Pop quiz: Is “veggie bacon” made out of pork? If this seems like a dumb question, take a gander at a new Louisiana statute targeting such labels as deceptive. Signed in June by Governor John Bel Edwards, the law prohibits “selling a food product under the name of an agricultural product.”

“Far too long the issue has gone unchecked,” said the bill’s sponsor, state Senator Francis Thompson. “Broccoli is not rice. Cell cultures are not meat. And certainly tofu burgers are not meat.” Missouri passed similar legislation last year, and other agricultural states may follow suit. These laws are billed as a way to protect consumers. In reality they’re a way for farmers and ranchers to protect their turf.

Vegetarian alternatives to meat have lately made a splash. National chains like Burger King and White Castle are rolling out the Impossible Burger, a plant-based patty designed to “bleed” like the real thing. Beyond Meat went public in May, and investors have since proved ravenous for the company’s shares.

As for “cell cultures,” researchers are trying to lab-grow palatable tissue—ground beef, fish, even steak—by coaxing it into the right structures. This isn’t yet commercialized, but the logic is clear: Why feed and slaughter a cow if you can get hamburgers to reproduce?

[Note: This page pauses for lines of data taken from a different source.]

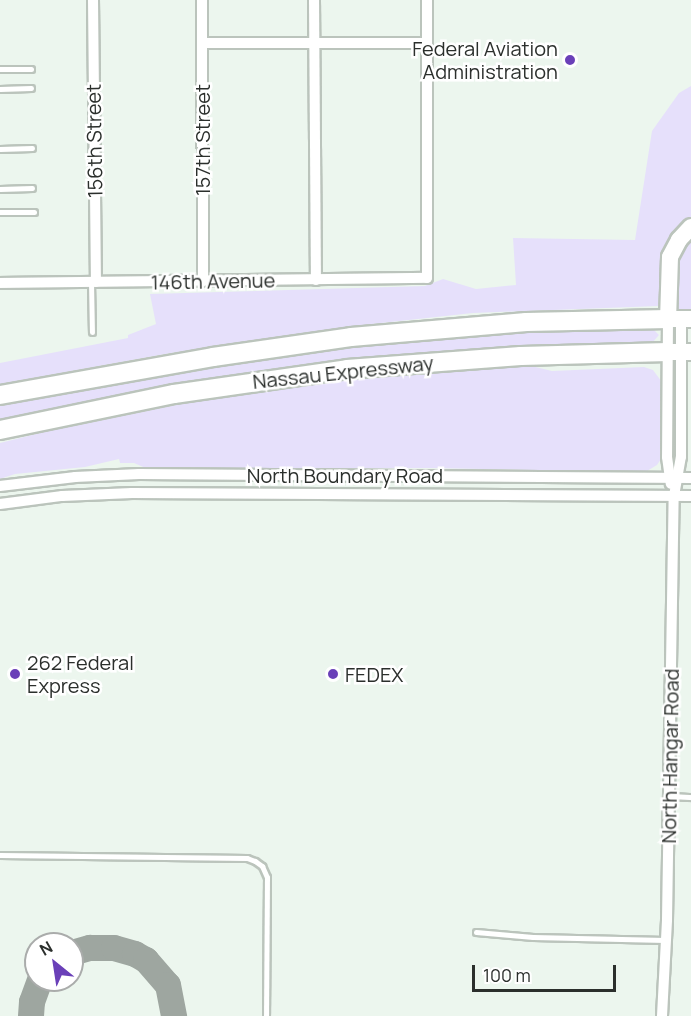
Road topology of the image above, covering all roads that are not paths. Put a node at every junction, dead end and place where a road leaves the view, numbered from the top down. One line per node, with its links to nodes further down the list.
1 (93, 0): 21 (street, 156th Street)
2 (202, 0): 7 (street, 157th Street)
3 (314, 0): 5 (street)
4 (427, 0): 6 (street)
5 (314, 43): 6 (street); 7 (street); 19 (street)
6 (428, 43): 19 (street, 146th Avenue)
7 (202, 44): 20 (street, 157th Street)
8 (0, 69): 9 (lane)
9 (31, 69)
10 (31, 88): 11 (lane)
11 (0, 89)
12 (32, 148): 13 (lane)
13 (0, 149)
14 (32, 188): 15 (lane)
15 (0, 189)
16 (0, 212): 17 (lane)
17 (34, 212)
18 (691, 227): 23 (highway)
19 (316, 280): 20 (street, 146th Avenue)
20 (203, 281): 21 (street, 146th Avenue)
21 (94, 282): 22 (street, 146th Avenue); 24 (lane)
22 (0, 283)
23 (680, 319): 25 (street, North Hangar Road); 26 (highway, Nassau Expressway)
24 (92, 332)
25 (680, 352): 27 (highway, Nassau Expressway); 28 (street, North Hangar Road)
26 (0, 395)
27 (0, 430)
28 (674, 478): 29 (street, North Boundary Road); 30 (street, North Boundary Road); 31 (street, North Hangar Road)
29 (691, 478)
30 (0, 486)
31 (674, 496): 32 (street, North Boundary Road); 33 (street, North Boundary Road); 34 (street, North Hangar Road)
32 (691, 496)
33 (0, 504)
34 (669, 796): 35 (lane); 38 (street, North Hangar Road)
35 (691, 797)
36 (0, 855): 39 (lane)
37 (476, 932): 38 (lane)
38 (667, 940): 40 (street, North Hangar Road)
39 (266, 1016)
40 (662, 1016)

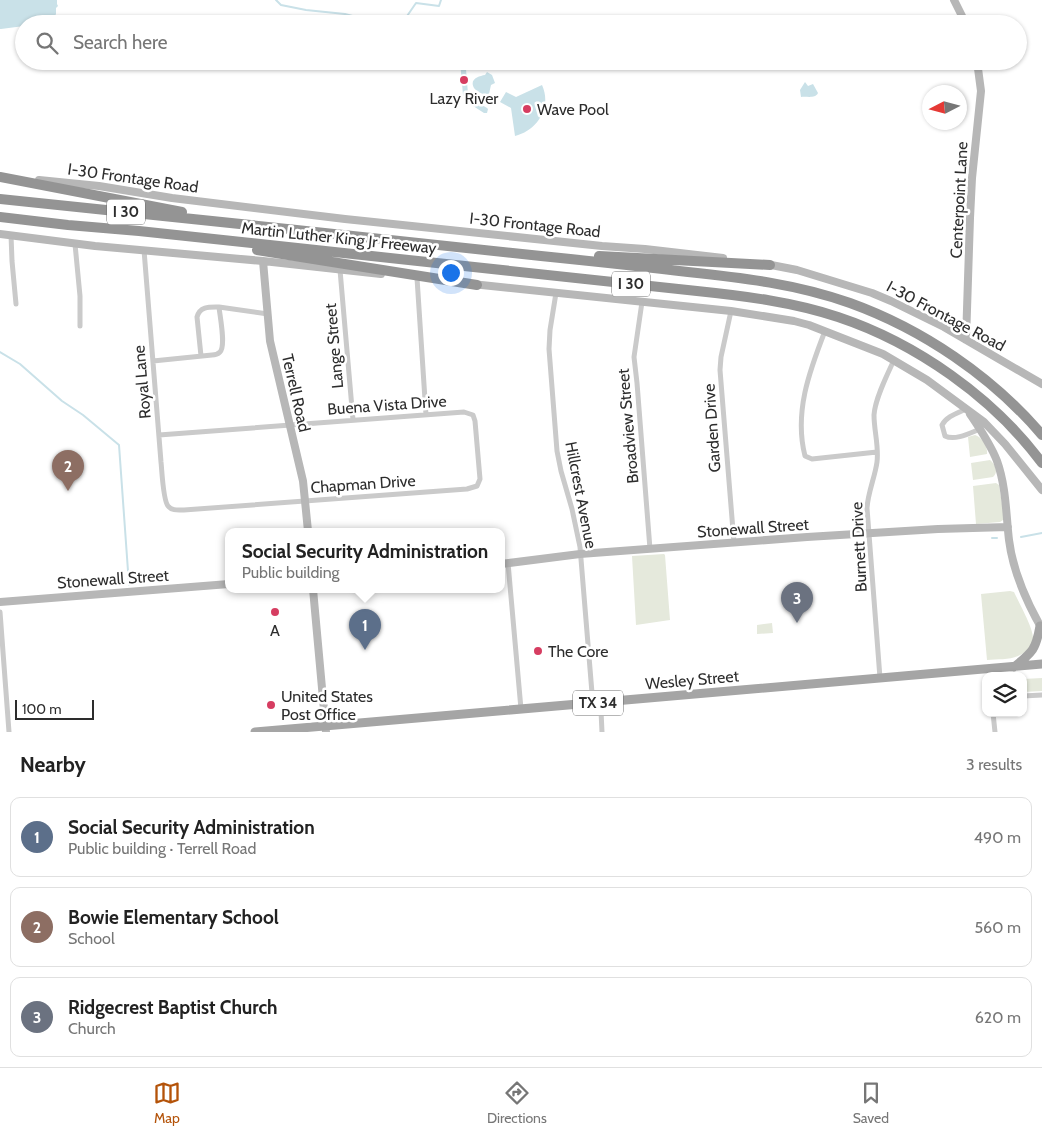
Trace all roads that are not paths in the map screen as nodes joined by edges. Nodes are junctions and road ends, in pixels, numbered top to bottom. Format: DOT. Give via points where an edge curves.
graph roads {
  1 [pos="954,0"];
  2 [pos="962,15"];
  3 [pos="979,70"];
  4 [pos="0,177"];
  5 [pos="0,198"];
  6 [pos="0,217"];
  7 [pos="252,225"];
  8 [pos="0,234"];
  9 [pos="11,235"];
  10 [pos="170,235"];
  11 [pos="76,244"];
  12 [pos="144,250"];
  13 [pos="500,251"];
  14 [pos="263,261"];
  15 [pos="770,265"];
  16 [pos="340,270"];
  17 [pos="417,278"];
  18 [pos="477,284"];
  19 [pos="556,293"];
  20 [pos="642,302"];
  21 [pos="16,304"];
  22 [pos="219,307"];
  23 [pos="730,312"];
  24 [pos="268,314"];
  25 [pos="80,326"];
  26 [pos="825,331"];
  27 [pos="966,340"];
  28 [pos="201,356"];
  29 [pos="894,360"];
  30 [pos="153,361"];
  31 [pos="1042,384"];
  32 [pos="966,409"];
  33 [pos="467,413"];
  34 [pos="426,415"];
  35 [pos="353,420"];
  36 [pos="289,425"];
  37 [pos="980,429"];
  38 [pos="160,435"];
  39 [pos="1042,435"];
  40 [pos="877,452"];
  41 [pos="1042,463"];
  42 [pos="1042,490"];
  43 [pos="305,501"];
  44 [pos="172,509"];
  45 [pos="1008,526"];
  46 [pos="308,528"];
  47 [pos="868,534"];
  48 [pos="734,543"];
  49 [pos="650,549"];
  50 [pos="580,554"];
  51 [pos="505,564"];
  52 [pos="505,573"];
  53 [pos="225,584"];
  54 [pos="313,593"];
  55 [pos="0,602"];
  56 [pos="0,612"];
  57 [pos="1041,628"];
  58 [pos="1042,664"];
  59 [pos="1014,667"];
  60 [pos="993,672"];
  61 [pos="982,673"];
  62 [pos="880,678"];
  63 [pos="1042,695"];
  64 [pos="1027,696"];
  65 [pos="597,703"];
  66 [pos="521,709"];
  67 [pos="994,717"];
  68 [pos="326,729"];
  69 [pos="9,732"];
  70 [pos="255,732"];
  71 [pos="602,732"];
  72 [pos="995,732"];
  1 -- 2 [label="main road"];
  3 -- 27 [label="main road, Centerpoint Lane" via="981,91 970,218"];
  4 -- 7 [label="highway"];
  4 -- 15 [label="main road, I-30 Frontage Road"];
  5 -- 7 [label="highway, Martin Luther King Jr Freeway / I 30"];
  6 -- 10 [label="highway, Martin Luther King Jr Freeway / I 30"];
  7 -- 13 [label="highway, Martin Luther King Jr Freeway / I 30"];
  8 -- 9 [label="main road"];
  9 -- 11 [label="main road"];
  9 -- 21 [label="street"];
  10 -- 18 [label="highway"];
  10 -- 41 [label="highway, Martin Luther King Jr Freeway / I 30" via="697,290 812,310 864,327 926,359 958,380 999,414"];
  11 -- 12 [label="main road"];
  11 -- 25 [label="street"];
  12 -- 14 [label="main road"];
  12 -- 30 [label="street, Royal Lane"];
  13 -- 15 [label="highway"];
  13 -- 39 [label="highway, Martin Luther King Jr Freeway / I 30" via="760,280 817,292 883,316 928,339 986,380"];
  14 -- 16 [label="main road"];
  14 -- 24 [label="main road, Terrell Road"];
  15 -- 27 [label="main road, I-30 Frontage Road" via="797,270 891,300"];
  16 -- 17 [label="main road"];
  16 -- 35 [label="street, Lange Street"];
  17 -- 18 [label="main road"];
  17 -- 34 [label="street"];
  18 -- 19 [label="main road"];
  19 -- 20 [label="main road"];
  19 -- 50 [label="street, Hillcrest Avenue" via="550,349 558,451"];
  20 -- 23 [label="main road"];
  20 -- 49 [label="street, Broadview Street" via="634,357"];
  22 -- 24 [label="street"];
  22 -- 28 [label="street" via="202,309 198,314"];
  22 -- 28 [label="street" via="222,349 218,354"];
  23 -- 26 [label="main road" via="794,321"];
  23 -- 48 [label="street, Garden Drive" via="720,370"];
  24 -- 36 [label="main road, Terrell Road" via="270,341"];
  26 -- 29 [label="main road"];
  26 -- 40 [label="street" via="802,404 805,456 812,459"];
  27 -- 31 [label="main road, I-30 Frontage Road"];
  28 -- 30 [label="street"];
  29 -- 32 [label="main road"];
  29 -- 40 [label="street, Burnett Drive" via="874,414"];
  30 -- 38 [label="street, Royal Lane"];
  32 -- 37 [label="main road"];
  32 -- 37 [label="street" via="947,418 942,425 945,436 958,437"];
  32 -- 42 [label="main road" via="1005,444"];
  33 -- 34 [label="street, Buena Vista Drive"];
  33 -- 43 [label="street, Chapman Drive" via="473,415 475,421 480,472 477,486"];
  34 -- 35 [label="street, Buena Vista Drive"];
  35 -- 36 [label="street, Buena Vista Drive"];
  36 -- 38 [label="street, Buena Vista Drive"];
  36 -- 43 [label="main road, Terrell Road"];
  37 -- 45 [label="main road" via="996,460 1005,493"];
  38 -- 44 [label="street, Royal Lane" via="164,492 166,503"];
  40 -- 47 [label="street, Burnett Drive" via="866,516"];
  43 -- 44 [label="street, Chapman Drive"];
  43 -- 46 [label="main road, Terrell Road"];
  45 -- 47 [label="main road, Stonewall Street"];
  45 -- 57 [label="main road" via="1015,571"];
  47 -- 48 [label="main road, Stonewall Street"];
  47 -- 62 [label="street, Burnett Drive"];
  48 -- 49 [label="main road, Stonewall Street"];
  49 -- 50 [label="main road, Stonewall Street"];
  50 -- 51 [label="main road, Stonewall Street"];
  50 -- 65 [label="street, Hillcrest Avenue" via="592,693"];
  52 -- 66 [label="street"];
  53 -- 55 [label="main road, Stonewall Street"];
  54 -- 68 [label="main road"];
  56 -- 69 [label="street"];
  57 -- 59 [label="main road" via="1035,648"];
  58 -- 59 [label="main road, Wesley Street / TX 34"];
  59 -- 60 [label="main road, Wesley Street / TX 34"];
  61 -- 62 [label="main road, Wesley Street / TX 34"];
  62 -- 65 [label="main road, Wesley Street / TX 34"];
  63 -- 64 [label="street"];
  65 -- 66 [label="main road, Wesley Street / TX 34"];
  65 -- 71 [label="street, Hillcrest Avenue"];
  66 -- 68 [label="main road, Wesley Street / TX 34"];
  67 -- 72 [label="street"];
  68 -- 70 [label="main road, Wesley Street / TX 34"];
}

Whether shoppers will take to the idea remains to be seen. But as for the labeling, they’re surely smart enough to discern the difference between meat, “plant-based meat” and some still-theoretical “cell-based meat.” Ditto for milk, which dairies perceive as threatened by sneaky impostors such as almond milk.

Opponents of such rigid labeling laws point out that these English usages—coconut “meat” and “milk,” for instance—date back centuries. They say that forcing food companies to adopt unfamiliar terms like veggie “discs” or “rolls” would only increase consumer confusion. If the product is meant to be imitation bacon, “veggie protein strips” doesn’t exactly sell it.

Which is the point. The maker of Tofurky has sued Missouri, arguing that the new labeling law violates the First Amendment because it “prevents the sharing of truthful information and impedes competition.” Carnivores should join their herbivorous brethren in rooting for the plaintiffs.